Section I, “Introduction and Theoretical Framework,” introduces the study’s aims and methods, situating it within literatures in global aging and the anthropologies of care and end of life, and then advancing a theory of disregard for use within anthropology. Section II, “A History of Disregard,” presents a history of St. Croix from European colonialism to the present, arguing that St. Croix has for centuries been positioned as a disregarded space on the periphery of the nation. Section III, “Bureaucratic Disregard” begins the ethnographic portion of the dissertation through an exposition of the landscape of senior healthcare and services on St. Croix at the time of research followed by two ethnographic cases that show how disregard is disclosed through aspects of Medicare bureaucracy that deeply impact end-of-life possibilities for older adults on the island.
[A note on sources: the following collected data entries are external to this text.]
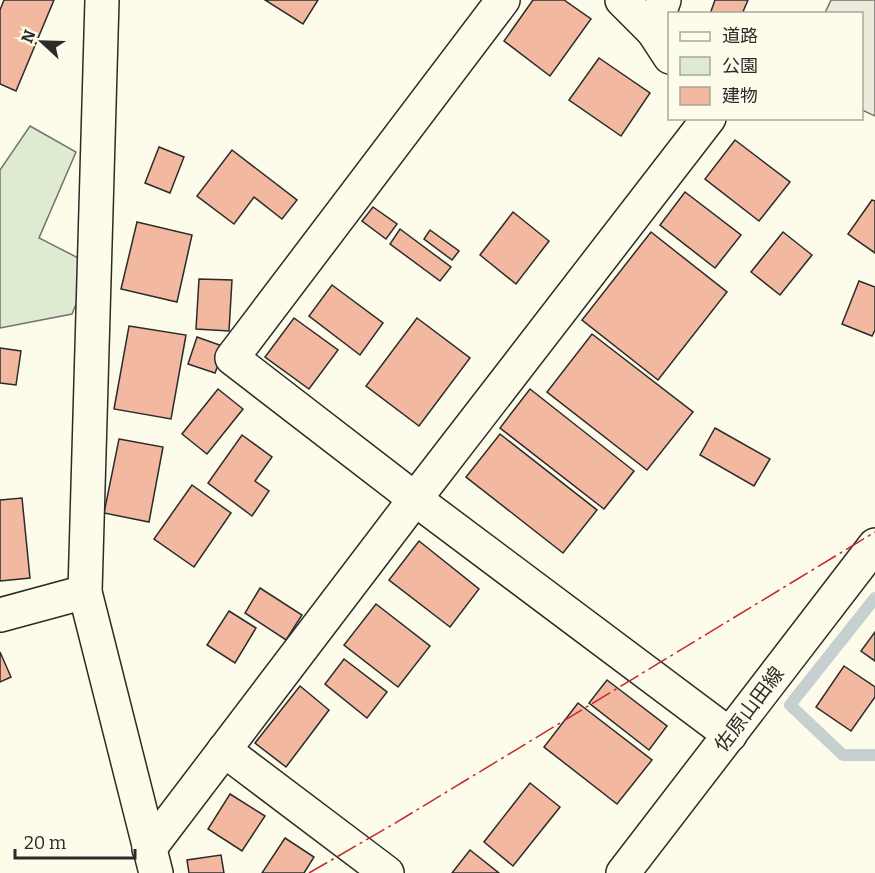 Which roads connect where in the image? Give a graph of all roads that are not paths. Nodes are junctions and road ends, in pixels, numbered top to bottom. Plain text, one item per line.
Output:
1 (102, 0) edge
2 (503, 0) edge
3 (622, 0) edge
4 (664, 0) edge
5 (661, 44) edge
6 (707, 120) edge
7 (415, 499) junction
8 (875, 545) edge
9 (85, 592) junction
10 (0, 615) edge
11 (730, 735) junction
12 (224, 750) junction
13 (152, 861) edge
14 (387, 873) edge
15 (624, 873) edge

1 - 9 street
2 - 7 street
3 - 5 street
4 - 5 street
6 - 7 street
7 - 11 street
7 - 12 street
8 - 11 street, 佐原山田線
9 - 10 street
9 - 13 street
11 - 15 street, 佐原山田線
12 - 13 street
12 - 14 street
Section IV, “Embodiments of Bureaucratic Disregard” presents the case of one woman living on St. Croix whose final months were shaped in large part by the forms of bureaucratic disregard described in the previous section.

Section V “Caregiving and Intimate Forms of Disregard” turns to interpersonal forms of disregard through addressing a common caregiving structure on St. Croix in which only one family member, in the midst of large families, is providing caregiving for an older relative. Section VI “Experiencing Disregard,” turns to the experiential workings of disregard through examining one woman’s embodied, mooded experiences of disregard during the last three weeks of her life. In the conclusion, in addition to a brief integration of the dissertation’s arguments, I speak to how the effects Hurricane Maria—a storm which hit St. Croix one year after fieldwork ended—has dramatically re-shaped possibilities for care on the island. I focus in particular on how the process of recovery discloses the ongoing role of disregard in shaping experiences and possibilities for older adults on St. Croix.